Verbatim copy, images omitted: return the full listing.

===

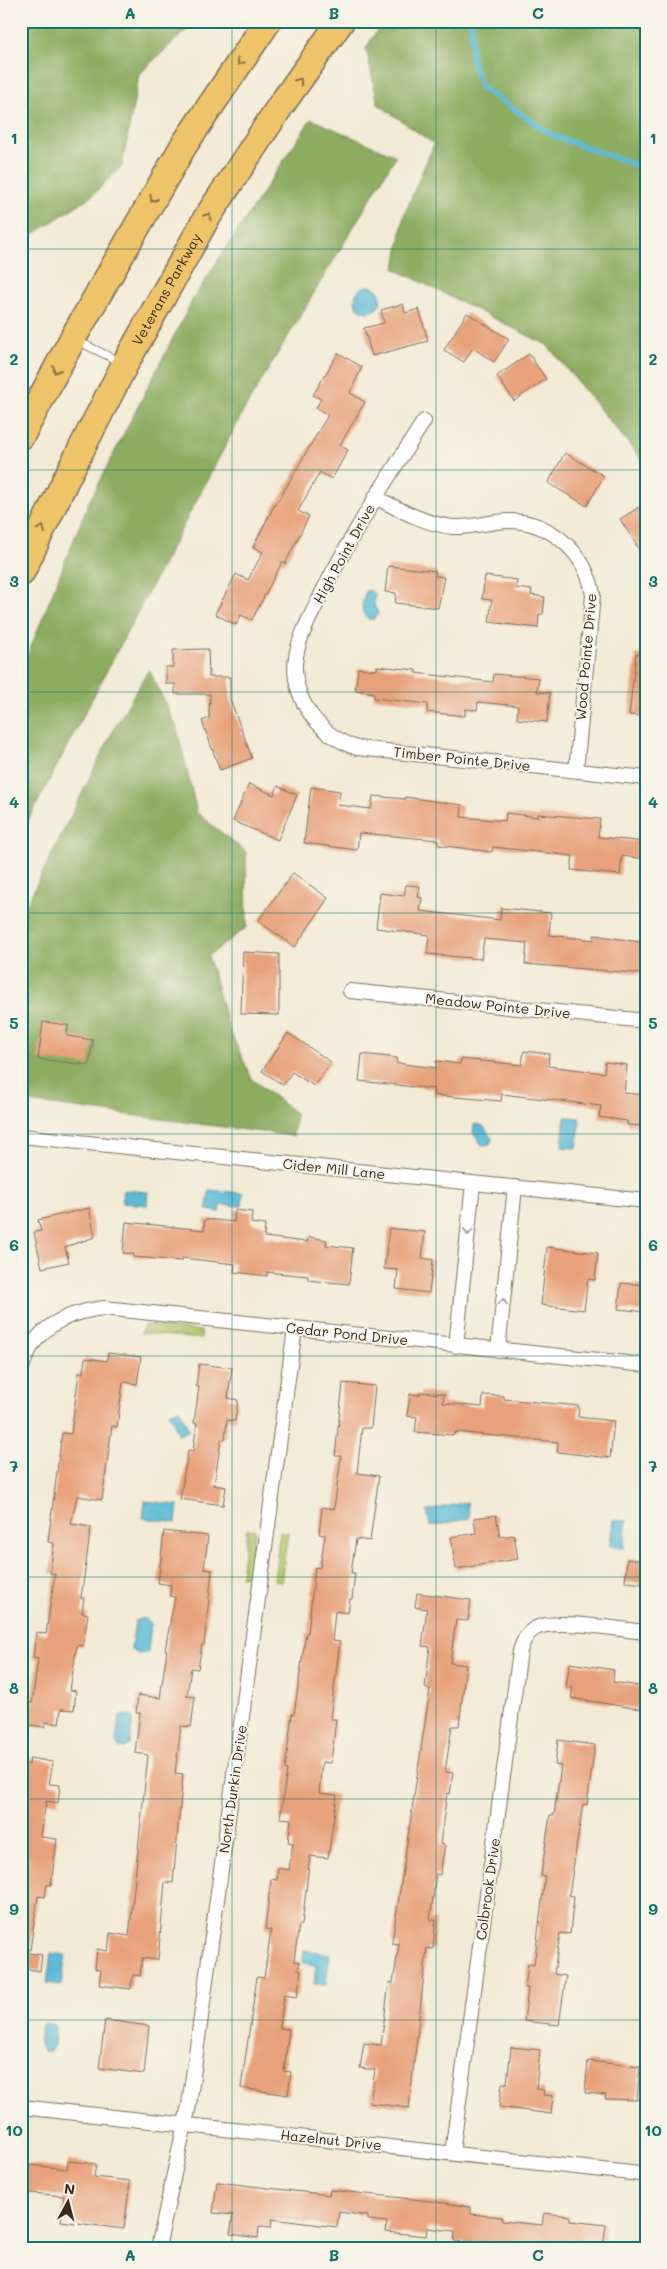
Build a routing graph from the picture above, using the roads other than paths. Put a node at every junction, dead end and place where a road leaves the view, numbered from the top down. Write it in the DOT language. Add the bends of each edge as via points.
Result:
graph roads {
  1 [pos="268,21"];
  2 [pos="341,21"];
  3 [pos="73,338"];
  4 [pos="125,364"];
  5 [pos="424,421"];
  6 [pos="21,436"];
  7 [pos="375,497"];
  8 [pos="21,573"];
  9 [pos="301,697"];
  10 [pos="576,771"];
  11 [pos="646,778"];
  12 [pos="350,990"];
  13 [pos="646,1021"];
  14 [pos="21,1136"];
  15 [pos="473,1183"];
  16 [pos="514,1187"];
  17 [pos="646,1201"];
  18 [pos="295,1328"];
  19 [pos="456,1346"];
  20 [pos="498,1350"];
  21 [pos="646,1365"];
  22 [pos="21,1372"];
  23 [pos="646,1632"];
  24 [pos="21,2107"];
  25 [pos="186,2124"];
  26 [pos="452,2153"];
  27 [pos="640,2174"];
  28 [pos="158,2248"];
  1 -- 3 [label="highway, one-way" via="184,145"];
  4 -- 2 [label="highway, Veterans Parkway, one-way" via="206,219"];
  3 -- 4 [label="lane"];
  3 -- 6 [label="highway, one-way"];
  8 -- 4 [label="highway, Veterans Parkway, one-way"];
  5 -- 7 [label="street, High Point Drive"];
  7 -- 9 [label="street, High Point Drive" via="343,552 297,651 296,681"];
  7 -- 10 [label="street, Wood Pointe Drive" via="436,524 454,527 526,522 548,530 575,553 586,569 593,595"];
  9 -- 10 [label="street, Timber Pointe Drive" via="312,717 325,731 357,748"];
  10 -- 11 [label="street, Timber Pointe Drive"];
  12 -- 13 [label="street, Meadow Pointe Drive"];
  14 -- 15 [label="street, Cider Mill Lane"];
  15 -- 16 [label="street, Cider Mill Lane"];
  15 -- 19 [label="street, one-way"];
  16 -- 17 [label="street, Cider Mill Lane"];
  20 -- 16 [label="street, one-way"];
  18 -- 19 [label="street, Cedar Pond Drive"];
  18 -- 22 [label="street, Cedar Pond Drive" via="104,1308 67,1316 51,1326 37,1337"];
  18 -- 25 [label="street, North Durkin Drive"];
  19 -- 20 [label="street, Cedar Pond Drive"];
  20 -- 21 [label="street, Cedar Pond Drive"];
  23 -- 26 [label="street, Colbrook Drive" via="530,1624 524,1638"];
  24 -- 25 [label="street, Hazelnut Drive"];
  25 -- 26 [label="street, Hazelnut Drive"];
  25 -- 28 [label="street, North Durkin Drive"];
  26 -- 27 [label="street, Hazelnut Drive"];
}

===

Answer for the task =
Build a routing graph from the picture above, using the roads other than paths. Put a node at every junction, dead end and place where a road leaves the view, numbered from the top down. Write it in the DOT language. Add the bends of each edge as via points.
Result:
graph roads {
  1 [pos="268,21"];
  2 [pos="341,21"];
  3 [pos="73,338"];
  4 [pos="125,364"];
  5 [pos="424,421"];
  6 [pos="21,436"];
  7 [pos="375,497"];
  8 [pos="21,573"];
  9 [pos="301,697"];
  10 [pos="576,771"];
  11 [pos="646,778"];
  12 [pos="350,990"];
  13 [pos="646,1021"];
  14 [pos="21,1136"];
  15 [pos="473,1183"];
  16 [pos="514,1187"];
  17 [pos="646,1201"];
  18 [pos="295,1328"];
  19 [pos="456,1346"];
  20 [pos="498,1350"];
  21 [pos="646,1365"];
  22 [pos="21,1372"];
  23 [pos="646,1632"];
  24 [pos="21,2107"];
  25 [pos="186,2124"];
  26 [pos="452,2153"];
  27 [pos="640,2174"];
  28 [pos="158,2248"];
  1 -- 3 [label="highway, one-way" via="184,145"];
  4 -- 2 [label="highway, Veterans Parkway, one-way" via="206,219"];
  3 -- 4 [label="lane"];
  3 -- 6 [label="highway, one-way"];
  8 -- 4 [label="highway, Veterans Parkway, one-way"];
  5 -- 7 [label="street, High Point Drive"];
  7 -- 9 [label="street, High Point Drive" via="343,552 297,651 296,681"];
  7 -- 10 [label="street, Wood Pointe Drive" via="436,524 454,527 526,522 548,530 575,553 586,569 593,595"];
  9 -- 10 [label="street, Timber Pointe Drive" via="312,717 325,731 357,748"];
  10 -- 11 [label="street, Timber Pointe Drive"];
  12 -- 13 [label="street, Meadow Pointe Drive"];
  14 -- 15 [label="street, Cider Mill Lane"];
  15 -- 16 [label="street, Cider Mill Lane"];
  15 -- 19 [label="street, one-way"];
  16 -- 17 [label="street, Cider Mill Lane"];
  20 -- 16 [label="street, one-way"];
  18 -- 19 [label="street, Cedar Pond Drive"];
  18 -- 22 [label="street, Cedar Pond Drive" via="104,1308 67,1316 51,1326 37,1337"];
  18 -- 25 [label="street, North Durkin Drive"];
  19 -- 20 [label="street, Cedar Pond Drive"];
  20 -- 21 [label="street, Cedar Pond Drive"];
  23 -- 26 [label="street, Colbrook Drive" via="530,1624 524,1638"];
  24 -- 25 [label="street, Hazelnut Drive"];
  25 -- 26 [label="street, Hazelnut Drive"];
  25 -- 28 [label="street, North Durkin Drive"];
  26 -- 27 [label="street, Hazelnut Drive"];
}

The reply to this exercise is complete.